• [^] # Re: Tu peux développer?

    Posté par . En réponse au journal Quitter la sécurité sociale. Évalué à 4.

    Tu sais que plus haut, tu défends un revenu plus bas que le SMIC qu'on répartirait allègrement du nouveau-né au doyen sans aucun discernement, et ici, tu justifies qu'un mec refuse le SMIC parce que ça ne permet pas de vivre décemment?

    Tout dépend d'à quel point la baisse de salaire est importante. Si on me propose un job avec un salaire de type SMIC, mon niveau de vie va être au moins divisé par deux. Ma capacité à économiser (pas pour des vacances hein, mais simplement pour pouvoir remplacer des lunettes, ou bien aller chez le dentiste, ou ...) sera nulle ou quasi-nulle. Pire: il y a de fortes chances que je sois sur-qualifié pour le boulot, et que les compétences pour mon ancien-job-qui-payait-bien commencent à s'étioler car je n'en fais plus usage (ou plus autant). Du coup, même quand l'économie ira mieux, j'aurai plus de mal à me caser pour un job qui relèvera plus de mes (anciennes) compétences, car je serai en compétition avec les petits-nouveaux-qui-coûtent-moins-cher (et ne sont pas forcément moins bons, car eux sont encore « en plein » dans le domaine concerné, et ont potentiellement des connaissances plus à jour). Donc il faudra que je m'aligne sur leurs prétentions salariales, car malgré mon expérience, j'ai peut-être un peu perdu en pratique. Donc maintenant, j'ai un job qui correspond mieux à mes compétences, mais je suis moins bien payé qu'avant. Avec un peu de chance, je vais me remettre en selle avant la prochaine crise, qui va me voir viré car je coûte plus cher (à ce moment-là, j'ai 45-50 ans, je commence à coûter plus cher qu'un jeune de 25-30 ans).

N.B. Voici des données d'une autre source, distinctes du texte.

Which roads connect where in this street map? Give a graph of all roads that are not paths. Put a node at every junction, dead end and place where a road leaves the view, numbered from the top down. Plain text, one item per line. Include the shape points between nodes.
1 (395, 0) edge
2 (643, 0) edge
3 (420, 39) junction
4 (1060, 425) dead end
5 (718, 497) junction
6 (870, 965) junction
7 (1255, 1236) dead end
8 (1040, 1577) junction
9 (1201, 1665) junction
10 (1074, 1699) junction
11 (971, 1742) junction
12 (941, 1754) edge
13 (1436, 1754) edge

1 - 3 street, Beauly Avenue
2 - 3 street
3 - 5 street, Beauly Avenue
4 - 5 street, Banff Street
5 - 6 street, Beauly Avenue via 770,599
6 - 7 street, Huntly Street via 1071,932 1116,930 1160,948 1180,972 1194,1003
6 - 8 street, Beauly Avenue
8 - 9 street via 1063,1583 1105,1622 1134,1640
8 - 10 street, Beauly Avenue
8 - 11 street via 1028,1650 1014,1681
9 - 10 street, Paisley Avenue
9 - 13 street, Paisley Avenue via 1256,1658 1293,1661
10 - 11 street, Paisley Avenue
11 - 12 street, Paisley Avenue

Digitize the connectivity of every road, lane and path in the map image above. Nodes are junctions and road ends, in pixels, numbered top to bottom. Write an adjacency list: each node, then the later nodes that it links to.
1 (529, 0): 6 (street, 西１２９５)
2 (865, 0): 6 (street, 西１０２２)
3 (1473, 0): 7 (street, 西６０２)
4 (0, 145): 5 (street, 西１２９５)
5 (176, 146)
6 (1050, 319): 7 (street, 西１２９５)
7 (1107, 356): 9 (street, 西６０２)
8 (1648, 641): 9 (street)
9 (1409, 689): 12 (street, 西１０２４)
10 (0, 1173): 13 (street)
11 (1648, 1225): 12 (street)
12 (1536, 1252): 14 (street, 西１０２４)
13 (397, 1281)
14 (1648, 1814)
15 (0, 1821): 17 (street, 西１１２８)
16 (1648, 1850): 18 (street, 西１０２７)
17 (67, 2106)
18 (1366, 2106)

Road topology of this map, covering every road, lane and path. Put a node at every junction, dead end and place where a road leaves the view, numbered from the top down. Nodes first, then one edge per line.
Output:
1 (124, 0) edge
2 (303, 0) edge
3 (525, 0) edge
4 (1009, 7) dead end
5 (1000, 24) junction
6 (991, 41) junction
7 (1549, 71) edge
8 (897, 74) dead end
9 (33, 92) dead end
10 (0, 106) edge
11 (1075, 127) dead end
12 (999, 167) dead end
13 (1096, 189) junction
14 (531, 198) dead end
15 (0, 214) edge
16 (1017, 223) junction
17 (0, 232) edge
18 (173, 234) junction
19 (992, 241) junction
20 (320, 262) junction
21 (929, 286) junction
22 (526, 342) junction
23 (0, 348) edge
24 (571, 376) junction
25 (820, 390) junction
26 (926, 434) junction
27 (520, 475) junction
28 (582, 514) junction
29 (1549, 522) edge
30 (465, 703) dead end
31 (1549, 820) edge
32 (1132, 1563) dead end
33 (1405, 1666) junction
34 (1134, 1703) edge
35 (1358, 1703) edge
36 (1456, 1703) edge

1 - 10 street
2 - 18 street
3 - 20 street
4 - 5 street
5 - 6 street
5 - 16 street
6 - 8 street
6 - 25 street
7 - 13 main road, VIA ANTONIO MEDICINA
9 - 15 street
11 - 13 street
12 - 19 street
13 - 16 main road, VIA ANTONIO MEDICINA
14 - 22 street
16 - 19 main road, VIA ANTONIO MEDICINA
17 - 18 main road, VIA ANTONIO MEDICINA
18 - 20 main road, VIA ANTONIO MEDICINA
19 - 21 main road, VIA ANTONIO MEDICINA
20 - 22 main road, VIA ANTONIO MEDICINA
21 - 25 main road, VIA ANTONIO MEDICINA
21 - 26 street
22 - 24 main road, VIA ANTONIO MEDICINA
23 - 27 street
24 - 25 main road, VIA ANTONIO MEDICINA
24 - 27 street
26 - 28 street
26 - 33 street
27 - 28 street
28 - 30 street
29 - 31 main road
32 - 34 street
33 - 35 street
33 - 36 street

    Tout est hypothétique dans ce scénario bien sûr, mais je ne crois pas que ce soit si irréaliste d'imaginer cela: les crises se succèdent, empirent, et la régulation de l'économie n'est toujours pas à la hauteur. Je me trompe peut-être, mais je crains fort que la fréquence des crises s'accélère, ou que la durée des crises s'allonge. Personnellement je ne suis pas une victime de celle-ci, mais même pendant la « mini-crise » qui a suivi l'éclatement de la bulle internet, je vois comment ma sœur (pourtant fort capable, détentrice d'une licence pro en informatique) ne trouvait aucun job qui soit « raisonnable » en termes de paie pour lui permettre de vivre correctement. Et contrairement à moi, elle était très économe, se serrait la ceinture pour tout, etc. Simplement, au bout d'un moment, se serrer la ceinture, on en a marre. On veut vivre un peu plus confortablement, ne pas se demander à tout bout de champ si on peut se permettre ceci ou cela, etc.

    Par chance elle est tombée sur une formation ANPE qui ciblait principalement des gens qui voulaient se reconvertir, et formait à programmer en COBOL. Elle connaissait déjà (vive la formation en IUT), et comme la formation était sponsorisée par une entreprise, elle a pu avoir un revenu très vite (et un employeur aussi). Mais il s'était écoulé un an entre la découverte de cette formation et avoir été diplômée.

    Une dernière chose: le SMIC c'est une chose, mais il ne faut pas oublier qu'il existe tout un tas de boites (je pense notamment aux super/hypermarchés) qui embauchent des gens à temps partiel uniquement pour ne pas tomber sous le coup de la loi sur les 35 heures. Ce genre de boulot à temps partiel « forcé » est loin d'être anecdotique : c'est parfois le seul type de boulot qu'une personne non-qualifiée peut trouver. On n'en est pas encore au même niveau qu'aux États-Unis, où certaines boites comme McDonald's se permettent d'expliquer à leurs employés comment gérer un budget en supposant qu'ils cumulent deux jobs. Mais on voit déjà des travailleurs à temps partiel (les caissiers des hypermarchés susmentionnés) qui cumulent ×ばつ15 ou 20 h / semaine. Et c'est parfaitement légal, sauf qu'évidemment ça détruit pas mal leur semaine, leur vie de famille, etc.